> PROBLEM REQUIREMENTS:
The expected output is each line in the data below that includes the string "Keep".

> GIVEN DATA:
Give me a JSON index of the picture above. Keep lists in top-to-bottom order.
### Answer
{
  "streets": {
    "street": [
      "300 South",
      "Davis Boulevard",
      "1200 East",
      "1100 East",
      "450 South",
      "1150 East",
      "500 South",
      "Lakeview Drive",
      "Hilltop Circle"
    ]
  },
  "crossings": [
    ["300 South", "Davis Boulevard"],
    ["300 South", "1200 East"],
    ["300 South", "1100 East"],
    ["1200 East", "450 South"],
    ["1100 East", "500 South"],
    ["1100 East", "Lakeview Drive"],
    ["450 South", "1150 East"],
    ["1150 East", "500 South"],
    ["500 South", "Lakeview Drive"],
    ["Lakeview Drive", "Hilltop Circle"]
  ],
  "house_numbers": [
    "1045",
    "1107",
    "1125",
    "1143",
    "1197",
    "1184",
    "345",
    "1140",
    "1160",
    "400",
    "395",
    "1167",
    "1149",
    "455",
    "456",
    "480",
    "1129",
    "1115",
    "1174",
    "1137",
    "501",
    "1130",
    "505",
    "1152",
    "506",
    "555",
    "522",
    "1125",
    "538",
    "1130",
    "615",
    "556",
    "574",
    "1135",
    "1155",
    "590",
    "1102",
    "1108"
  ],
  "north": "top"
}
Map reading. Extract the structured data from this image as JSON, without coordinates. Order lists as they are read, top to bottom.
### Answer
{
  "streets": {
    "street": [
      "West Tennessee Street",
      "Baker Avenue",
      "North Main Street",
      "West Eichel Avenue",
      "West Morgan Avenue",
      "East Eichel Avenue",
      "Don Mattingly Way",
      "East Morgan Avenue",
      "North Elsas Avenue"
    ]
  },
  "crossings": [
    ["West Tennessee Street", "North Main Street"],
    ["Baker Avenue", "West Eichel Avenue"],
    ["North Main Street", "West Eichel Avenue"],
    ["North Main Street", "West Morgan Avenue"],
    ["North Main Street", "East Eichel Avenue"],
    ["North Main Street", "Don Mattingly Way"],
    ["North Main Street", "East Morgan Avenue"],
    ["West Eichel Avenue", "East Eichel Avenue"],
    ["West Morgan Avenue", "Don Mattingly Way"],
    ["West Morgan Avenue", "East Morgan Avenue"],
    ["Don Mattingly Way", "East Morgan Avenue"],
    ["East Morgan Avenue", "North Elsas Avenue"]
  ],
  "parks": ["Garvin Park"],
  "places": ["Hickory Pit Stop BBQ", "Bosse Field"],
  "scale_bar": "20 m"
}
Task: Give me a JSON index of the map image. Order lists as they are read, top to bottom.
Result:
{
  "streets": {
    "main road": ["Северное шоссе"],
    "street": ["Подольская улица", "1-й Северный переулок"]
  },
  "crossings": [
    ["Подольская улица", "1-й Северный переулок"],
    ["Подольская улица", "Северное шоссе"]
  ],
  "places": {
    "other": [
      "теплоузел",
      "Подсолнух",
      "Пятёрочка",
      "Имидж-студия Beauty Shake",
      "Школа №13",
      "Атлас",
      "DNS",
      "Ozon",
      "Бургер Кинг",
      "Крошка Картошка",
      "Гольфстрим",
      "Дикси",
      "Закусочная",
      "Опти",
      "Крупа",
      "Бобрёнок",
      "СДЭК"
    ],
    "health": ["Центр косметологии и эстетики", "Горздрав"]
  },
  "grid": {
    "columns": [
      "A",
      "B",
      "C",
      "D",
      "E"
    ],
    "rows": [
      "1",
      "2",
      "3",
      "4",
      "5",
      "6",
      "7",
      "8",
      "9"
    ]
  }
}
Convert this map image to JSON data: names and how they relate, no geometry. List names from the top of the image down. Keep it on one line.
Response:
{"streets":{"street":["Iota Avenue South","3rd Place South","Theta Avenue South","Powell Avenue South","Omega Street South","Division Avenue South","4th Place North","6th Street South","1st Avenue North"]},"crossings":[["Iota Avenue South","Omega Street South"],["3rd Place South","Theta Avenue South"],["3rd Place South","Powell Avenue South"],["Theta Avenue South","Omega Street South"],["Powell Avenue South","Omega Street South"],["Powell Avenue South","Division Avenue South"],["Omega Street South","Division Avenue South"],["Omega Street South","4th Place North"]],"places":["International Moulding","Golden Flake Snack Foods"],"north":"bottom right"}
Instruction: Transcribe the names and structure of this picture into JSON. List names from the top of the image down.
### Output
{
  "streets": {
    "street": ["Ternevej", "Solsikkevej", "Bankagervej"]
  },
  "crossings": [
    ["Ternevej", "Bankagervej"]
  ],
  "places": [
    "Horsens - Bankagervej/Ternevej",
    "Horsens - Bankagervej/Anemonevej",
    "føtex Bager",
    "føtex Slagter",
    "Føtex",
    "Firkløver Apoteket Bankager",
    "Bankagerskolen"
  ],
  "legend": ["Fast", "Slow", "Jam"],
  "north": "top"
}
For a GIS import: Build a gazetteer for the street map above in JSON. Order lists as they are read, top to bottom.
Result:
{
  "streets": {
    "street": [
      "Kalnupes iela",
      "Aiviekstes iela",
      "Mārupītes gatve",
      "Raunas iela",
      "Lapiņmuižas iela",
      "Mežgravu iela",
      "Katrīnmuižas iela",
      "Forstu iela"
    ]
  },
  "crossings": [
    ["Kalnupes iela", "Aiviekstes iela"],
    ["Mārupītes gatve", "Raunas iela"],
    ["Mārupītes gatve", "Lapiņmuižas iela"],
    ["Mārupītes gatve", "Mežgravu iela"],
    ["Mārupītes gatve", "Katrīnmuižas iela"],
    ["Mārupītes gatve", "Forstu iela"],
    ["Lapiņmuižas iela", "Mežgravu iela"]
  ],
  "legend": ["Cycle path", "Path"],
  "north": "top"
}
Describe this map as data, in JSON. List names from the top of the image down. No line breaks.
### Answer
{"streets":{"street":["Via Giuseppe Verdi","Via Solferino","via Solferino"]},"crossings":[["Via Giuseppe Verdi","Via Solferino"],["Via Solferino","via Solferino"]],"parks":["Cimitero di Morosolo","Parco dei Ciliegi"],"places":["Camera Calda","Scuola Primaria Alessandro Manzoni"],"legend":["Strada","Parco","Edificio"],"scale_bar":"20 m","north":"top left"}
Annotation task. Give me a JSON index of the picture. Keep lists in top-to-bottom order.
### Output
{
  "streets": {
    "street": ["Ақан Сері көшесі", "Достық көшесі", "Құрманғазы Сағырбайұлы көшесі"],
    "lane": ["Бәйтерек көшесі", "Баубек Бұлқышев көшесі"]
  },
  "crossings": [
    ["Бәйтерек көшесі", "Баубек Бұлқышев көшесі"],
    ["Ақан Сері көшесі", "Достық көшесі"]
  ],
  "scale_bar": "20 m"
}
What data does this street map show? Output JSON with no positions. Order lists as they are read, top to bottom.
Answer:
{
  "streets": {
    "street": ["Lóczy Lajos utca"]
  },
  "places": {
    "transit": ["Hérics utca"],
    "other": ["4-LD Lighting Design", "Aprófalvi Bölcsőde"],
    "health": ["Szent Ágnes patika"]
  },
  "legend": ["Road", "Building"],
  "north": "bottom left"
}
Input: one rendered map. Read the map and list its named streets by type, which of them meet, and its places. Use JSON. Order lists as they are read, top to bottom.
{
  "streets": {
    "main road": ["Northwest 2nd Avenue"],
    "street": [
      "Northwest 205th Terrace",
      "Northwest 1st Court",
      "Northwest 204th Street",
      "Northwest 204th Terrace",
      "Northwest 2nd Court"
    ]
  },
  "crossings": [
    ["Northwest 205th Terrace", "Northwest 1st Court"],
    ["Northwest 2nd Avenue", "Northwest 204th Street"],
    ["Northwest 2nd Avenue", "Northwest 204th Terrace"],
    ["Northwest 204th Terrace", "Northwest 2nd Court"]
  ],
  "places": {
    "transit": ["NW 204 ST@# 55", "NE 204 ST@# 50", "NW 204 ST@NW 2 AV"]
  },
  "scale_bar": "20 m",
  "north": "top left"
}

> RESPONSE TO THIS EXERCISE:
Give me a JSON index of the picture above. Keep lists in top-to-bottom order.
Convert this map image to JSON data: names and how they relate, no geometry. List names from the top of the image down. Keep it on one line.
Annotation task. Give me a JSON index of the picture. Keep lists in top-to-bottom order.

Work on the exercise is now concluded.